From this vantage point, they could see over several blocks of Drossveil.

It was worse than they thought.

Fires burned unchecked in the south quarter. Patrols in black armor moved like clockwork through the streets, dragging people from their homes. Drones hovered overhead, scanning, tracking, tagging.

Whole families being marched into armored transports.

Children separated out. Loaded into separate vehicles.

Kain's stomach turned to ice.

"This isn't a raid," he said.

Mira looked up at him.

"This is a harvest," he finished.

She didn't argue.

They didn't waste time. They dropped down the far side of the depot into a drainage canal, using the dry channel to stay hidden.

Kain led the way, Mira close behind, their footsteps muffled by the fine layer of dust coating everything.

He checked their position.

"We're three blocks from Bunker D-5," he said.

"Think anyone else made it out?" Mira asked.

Kain didn't answer.

He didn't want to lie to her. Not now.

They crawled under a twisted bridge. A drone zipped overhead but didn't spot them.

They kept moving.

Past the old trade market, now shattered and burning.

Past the crumbled apartments where they used to sell scrap for ration cards.

Past the clinic where Kain once stole antibiotics to save Mira during her fever.

Drossveil wasn't dying anymore.

It was dead.

Halfway to the bunker, Mira suddenly stopped.

She pressed her back against the wall and pulled Kain down beside her.

He followed her gaze.

Two soldiers patrolled the next intersection, walking slow, deliberate, rifles ready.

Kain glanced around.

Nowhere to hide. Open ground.

He gritted his teeth.

"Back route?" he asked.

Mira shook her head. "Dead end."

"Then we wait."

They crouched in the shadows, hearts pounding.

The soldiers paused nearby, talking in low tones. One of them laughed.

The kind of laugh Kain had heard before.

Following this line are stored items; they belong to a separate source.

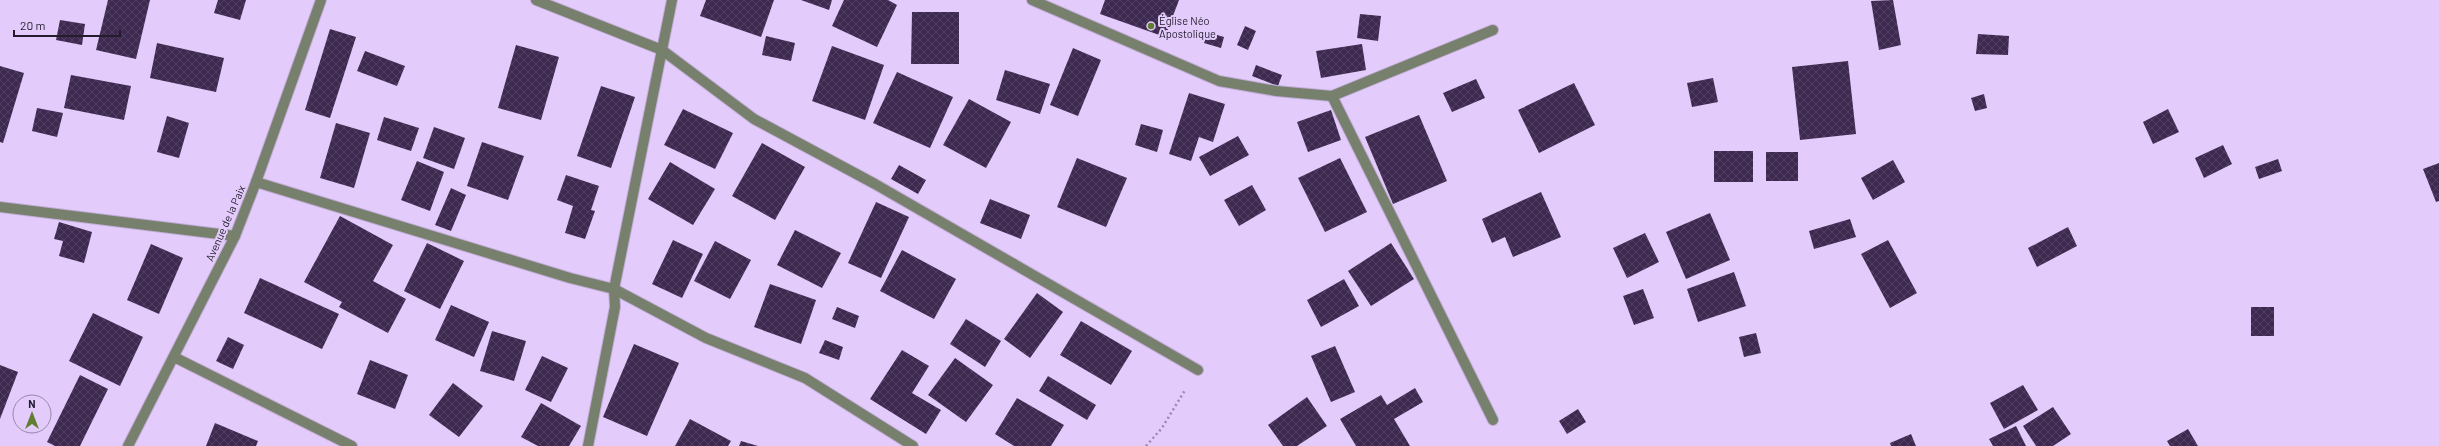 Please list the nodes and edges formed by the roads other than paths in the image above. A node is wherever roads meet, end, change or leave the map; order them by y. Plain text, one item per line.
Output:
1 (320, 0) edge
2 (536, 0) edge
3 (672, 0) edge
4 (1032, 0) edge
5 (1493, 30) dead end
6 (662, 50) junction
7 (1332, 96) junction
8 (256, 182) junction
9 (0, 207) edge
10 (235, 236) junction
11 (614, 289) junction
12 (174, 357) junction
13 (1198, 370) road end
14 (1493, 420) dead end
15 (128, 446) edge
16 (352, 446) edge
17 (588, 446) edge
18 (913, 446) edge

1 - 8 street, Avenue de la Paix
2 - 6 street
3 - 6 street
4 - 7 street
5 - 7 street
6 - 11 street
6 - 13 street
7 - 14 street
8 - 10 street, Avenue de la Paix
8 - 11 street
9 - 10 street
10 - 12 street, Avenue de la Paix
11 - 17 street
11 - 18 street
12 - 15 street, Avenue de la Paix
12 - 16 street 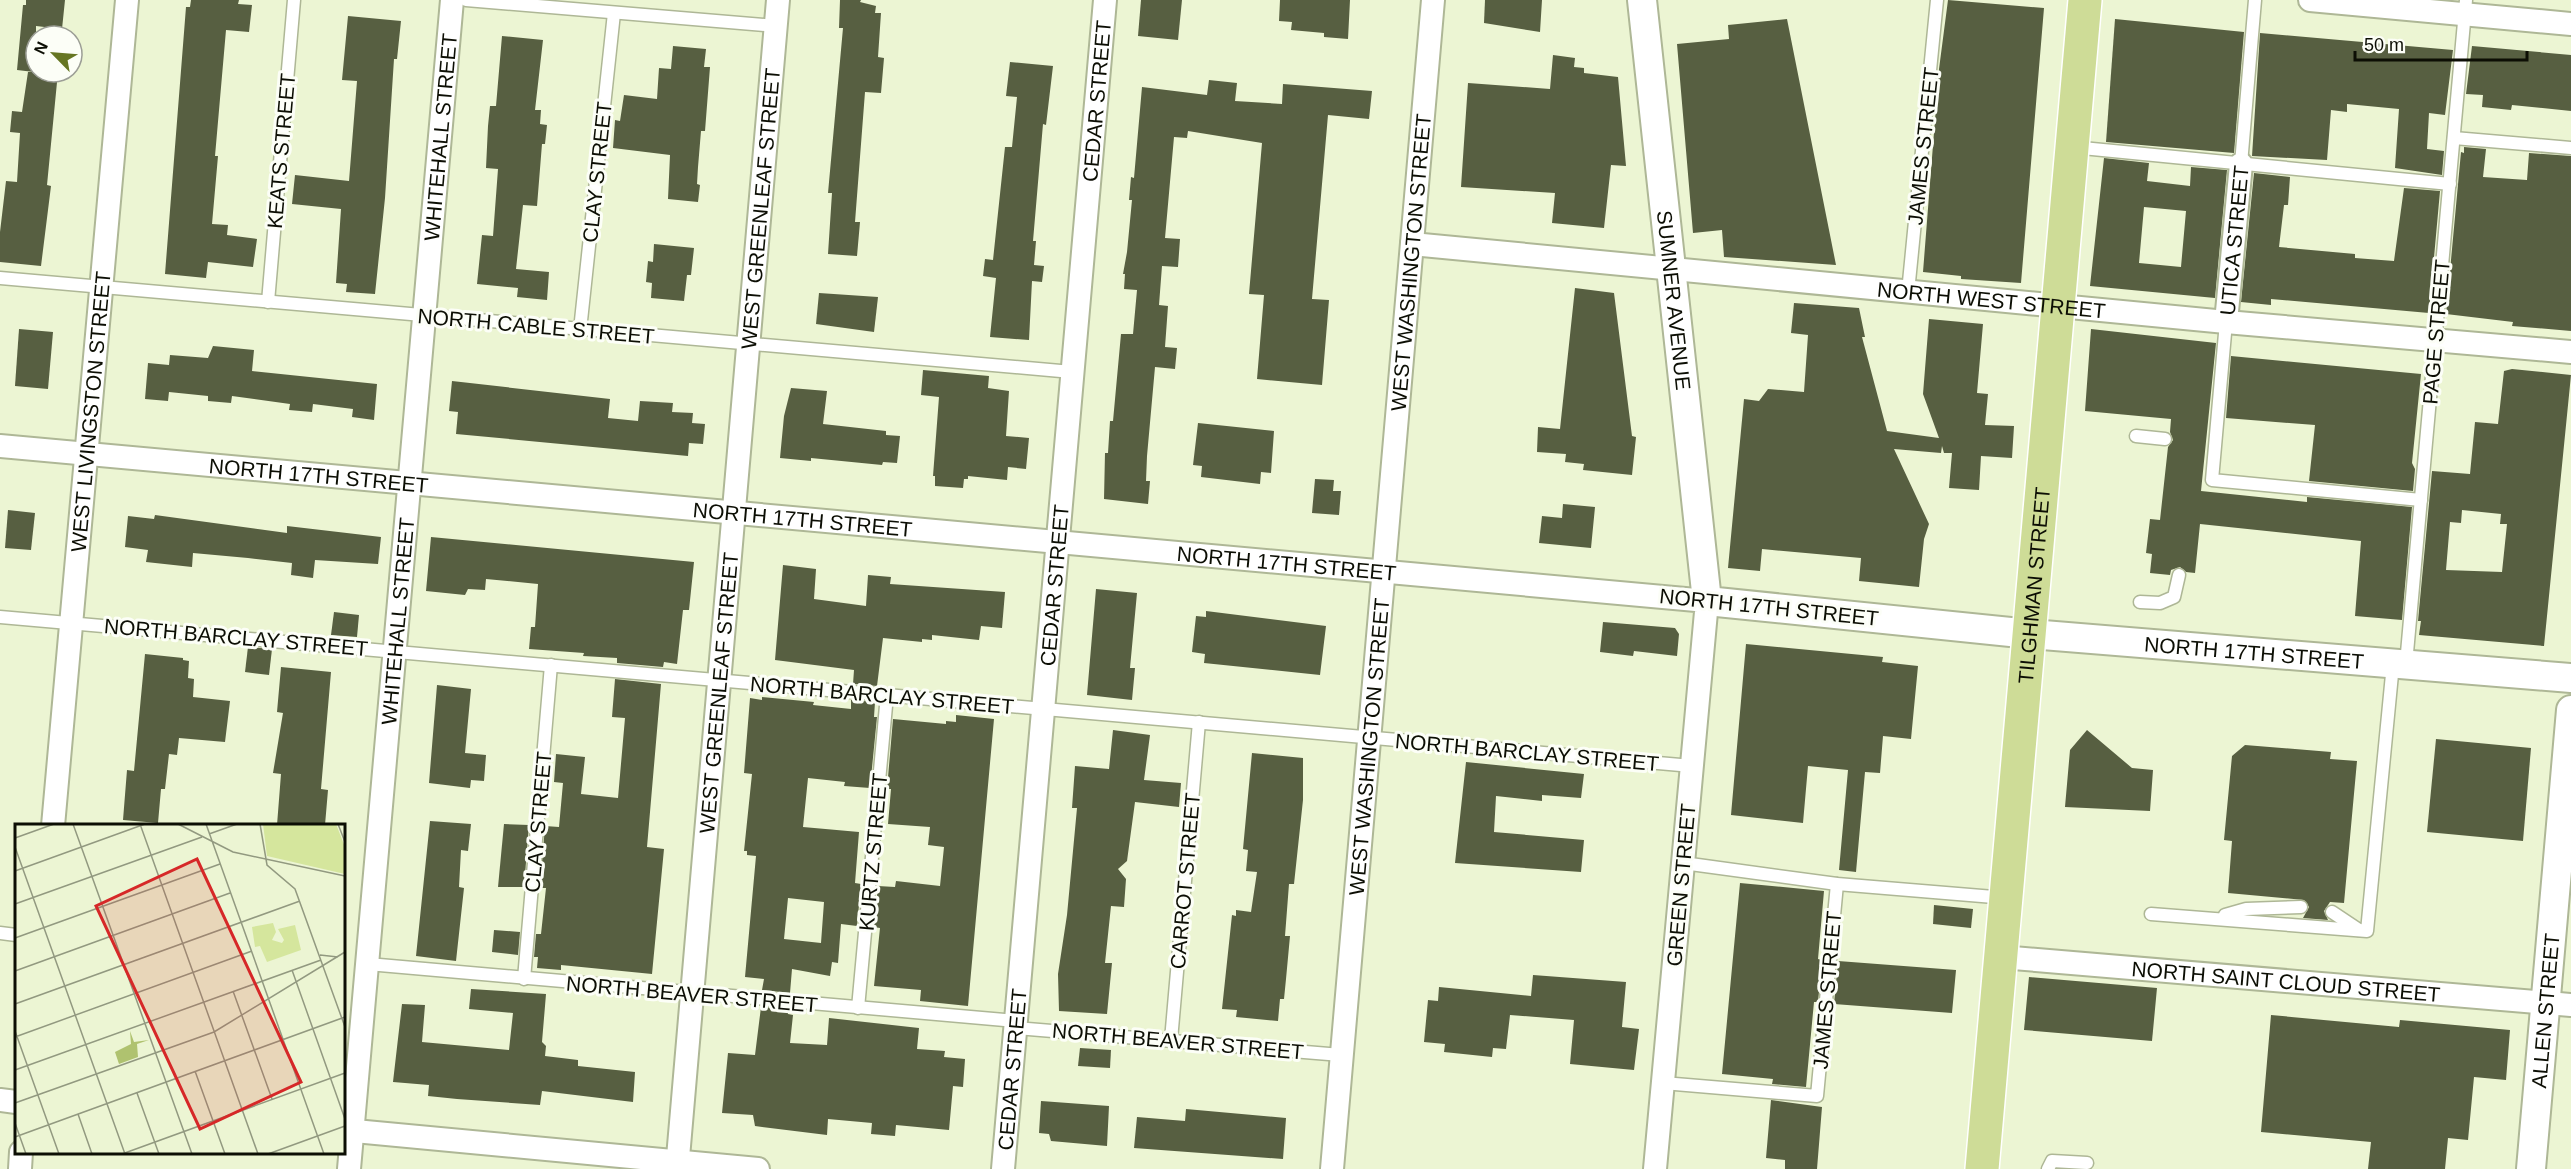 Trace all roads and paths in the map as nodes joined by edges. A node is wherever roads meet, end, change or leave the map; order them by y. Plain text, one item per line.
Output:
1 (127, 0) edge
2 (294, 0) edge
3 (452, 0) edge
4 (465, 0) edge
5 (778, 0) edge
6 (1105, 0) edge
7 (1433, 0) edge
8 (1642, 0) edge
9 (1937, 0) edge
10 (2085, 0) edge
11 (2255, 0) edge
12 (2310, 0) edge
13 (2466, 7) edge
14 (614, 13) junction
15 (2571, 24) edge
16 (776, 26) junction
17 (2454, 138) junction
18 (2072, 147) junction
19 (2571, 148) edge
20 (2241, 164) junction
21 (2450, 184) junction
22 (1412, 244) junction
23 (1669, 270) junction
24 (0, 278) edge
25 (102, 287) junction
26 (1908, 292) junction
27 (268, 302) junction
28 (2056, 306) junction
29 (425, 316) junction
30 (2226, 322) junction
31 (580, 330) junction
32 (2436, 340) junction
33 (748, 345) junction
34 (2571, 352) edge
35 (1072, 372) junction
36 (2136, 436) dead end
37 (2164, 439) dead end
38 (0, 446) edge
39 (88, 454) junction
40 (411, 483) junction
41 (2421, 500) junction
42 (733, 513) junction
43 (1058, 544) junction
44 (1383, 573) junction
45 (2179, 575) dead end
46 (1707, 601) junction
47 (2140, 602) dead end
48 (0, 617) edge
49 (72, 623) junction
50 (2030, 634) junction
51 (396, 650) junction
52 (2400, 664) junction
53 (551, 665) junction
54 (2571, 678) edge
55 (719, 681) junction
56 (887, 695) junction
57 (1044, 708) junction
58 (2571, 710) edge
59 (1199, 722) junction
60 (1369, 738) junction
61 (1692, 766) junction
62 (53, 824) edge
63 (1683, 863) junction
64 (1837, 884) junction
65 (2007, 898) junction
66 (2301, 908) dead end
67 (2332, 912) dead end
68 (2151, 914) dead end
69 (2216, 918) junction
70 (2359, 930) junction
71 (0, 933) edge
72 (15, 935) edge
73 (2001, 957) junction
74 (368, 964) junction
75 (524, 979) junction
76 (692, 993) junction
77 (2558, 1004) edge
78 (858, 1008) junction
79 (1016, 1024) junction
80 (1171, 1040) junction
81 (1341, 1055) junction
82 (1663, 1083) junction
83 (0, 1100) edge
84 (15, 1102) edge
85 (348, 1131) edge
86 (21, 1154) edge
87 (2087, 1162) dead end
88 (677, 1165) edge
89 (20, 1169) edge
90 (349, 1169) edge
91 (758, 1169) edge
92 (1003, 1169) edge
93 (1332, 1169) edge
94 (1655, 1169) edge
95 (1982, 1169) edge
96 (2048, 1169) edge
97 (2531, 1169) edge

1 - 25 street, WEST LIVINGSTON STREET
2 - 27 lane, KEATS STREET
3 - 29 street, WHITEHALL STREET
4 - 14 lane
5 - 16 street, WEST GREENLEAF STREET
6 - 35 street, CEDAR STREET
7 - 22 street, WEST WASHINGTON STREET
8 - 23 street, SUMNER AVENUE
9 - 26 lane, JAMES STREET
10 - 18 main road, TILGHMAN STREET
11 - 20 lane, UTICA STREET
12 - 13 street
13 - 15 street
13 - 17 lane, PAGE STREET
14 - 16 lane
14 - 31 lane, CLAY STREET
16 - 33 street, WEST GREENLEAF STREET
17 - 19 lane
17 - 21 lane, PAGE STREET
18 - 20 lane
18 - 28 main road, TILGHMAN STREET
20 - 21 lane
20 - 30 street, UTICA STREET
21 - 32 lane, PAGE STREET
22 - 23 street, NORTH WEST STREET
22 - 44 street, WEST WASHINGTON STREET
23 - 26 street, NORTH WEST STREET
23 - 46 street, SUMNER AVENUE
24 - 25 lane, NORTH CABLE STREET
25 - 27 lane, NORTH CABLE STREET
25 - 39 street, WEST LIVINGSTON STREET
26 - 28 street, NORTH WEST STREET
27 - 29 lane, NORTH CABLE STREET
28 - 30 street, NORTH WEST STREET
28 - 50 main road, TILGHMAN STREET
29 - 31 lane, NORTH CABLE STREET
29 - 40 street, WHITEHALL STREET
30 - 32 street, NORTH WEST STREET
30 - 41 lane, UTICA STREET
31 - 33 lane, NORTH CABLE STREET
32 - 34 street, NORTH WEST STREET
32 - 41 lane, PAGE STREET
33 - 35 lane, NORTH CABLE STREET
33 - 42 street, WEST GREENLEAF STREET
35 - 43 street, CEDAR STREET
36 - 37 lane
38 - 39 street, NORTH 17TH STREET
39 - 40 street, NORTH 17TH STREET
39 - 49 street, WEST LIVINGSTON STREET
40 - 42 street, NORTH 17TH STREET
40 - 51 street, WHITEHALL STREET
41 - 52 lane, PAGE STREET
42 - 43 street, NORTH 17TH STREET
42 - 55 street, WEST GREENLEAF STREET
43 - 44 street, NORTH 17TH STREET
43 - 57 street, CEDAR STREET
44 - 46 street, NORTH 17TH STREET
44 - 60 street, WEST WASHINGTON STREET
45 - 47 lane
46 - 50 street, NORTH 17TH STREET
46 - 61 street, GREEN STREET
48 - 49 lane, NORTH BARCLAY STREET
49 - 51 lane, NORTH BARCLAY STREET
49 - 62 street, WEST LIVINGSTON STREET
50 - 52 street, NORTH 17TH STREET
50 - 65 main road, TILGHMAN STREET
51 - 53 lane, NORTH BARCLAY STREET
51 - 74 street, WHITEHALL STREET
52 - 54 street, NORTH 17TH STREET
52 - 70 lane, PAGE STREET
53 - 55 lane, NORTH BARCLAY STREET
53 - 75 lane, CLAY STREET
55 - 56 lane, NORTH BARCLAY STREET
55 - 76 street, WEST GREENLEAF STREET
56 - 57 lane, NORTH BARCLAY STREET
56 - 78 lane, KURTZ STREET
57 - 59 lane, NORTH BARCLAY STREET
57 - 79 street, CEDAR STREET
58 - 77 street, ALLEN STREET
59 - 60 lane, NORTH BARCLAY STREET
59 - 80 lane, CARROT STREET
60 - 61 lane, NORTH BARCLAY STREET
60 - 81 street, WEST WASHINGTON STREET
61 - 63 street, GREEN STREET
63 - 64 lane
63 - 82 street, GREEN STREET
64 - 65 lane
64 - 82 lane, JAMES STREET
65 - 73 main road, TILGHMAN STREET
66 - 69 lane
67 - 70 lane
68 - 69 lane
69 - 70 lane
71 - 72 lane
73 - 77 street, NORTH SAINT CLOUD STREET
73 - 95 main road, TILGHMAN STREET
74 - 75 lane, NORTH BEAVER STREET
74 - 85 street, WHITEHALL STREET
75 - 76 lane, NORTH BEAVER STREET
76 - 78 lane, NORTH BEAVER STREET
76 - 88 street, WEST GREENLEAF STREET
77 - 97 street, ALLEN STREET
78 - 79 lane, NORTH BEAVER STREET
79 - 80 lane, NORTH BEAVER STREET
79 - 92 street, CEDAR STREET
80 - 81 lane, NORTH BEAVER STREET
81 - 93 street, WEST WASHINGTON STREET
82 - 94 street, GREEN STREET
83 - 84 street
85 - 88 street
85 - 90 street, WHITEHALL STREET
86 - 89 street
87 - 96 lane
88 - 91 street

The kind soldiers made when they thought no one could fight back.

The kind that made him want to bury a pipe through their helmets.

But he kept still.

After a few agonizing minutes, the soldiers moved on.

Kain let out a slow breath. Mira squeezed his arm once.

"Almost there," she whispered.

He nodded.

They moved again.

They reached the back side of Bunker D-5.

The collapsed drone shelter lay half-buried under years of sand and debris. The metal frame was twisted like a broken ribcage.

Kain and Mira scrambled through the rubble toward the cracked maintenance hatch.

It was smaller than he remembered. Just a jagged gap in the foundation, barely wide enough to squeeze through.

Mira dropped to her knees and shoved her bag through first.

She looked up at Kain.

"You first," she said.

He hesitated. "What if—"

"Move it, idiot," she said, but her smile was weak.

Kain crouched down and crawled into the gap, Mira right behind him.

The tunnel was pitch black and stank of rot and stagnant air.

Their breathing sounded loud in the tight space.

But it was safety.

Or at least, a chance.

For two minutes, they crawled through the darkness, scraping elbows and knees, breathing dust.

Then, as they reached a wider maintenance chamber—

The ground above them shook.

Dust rained down from the ceiling.

Kain froze.

Mira grabbed his shoulder.

Another rumble. Louder.

Then, overhead—

Metal boots slammed onto the rooftop.

Voices barked orders. Drones buzzed.

They were being tracked.

The maintenance hatch had bought them time, but not enough.

The soldiers were closing in.

And this time, there would be no escape.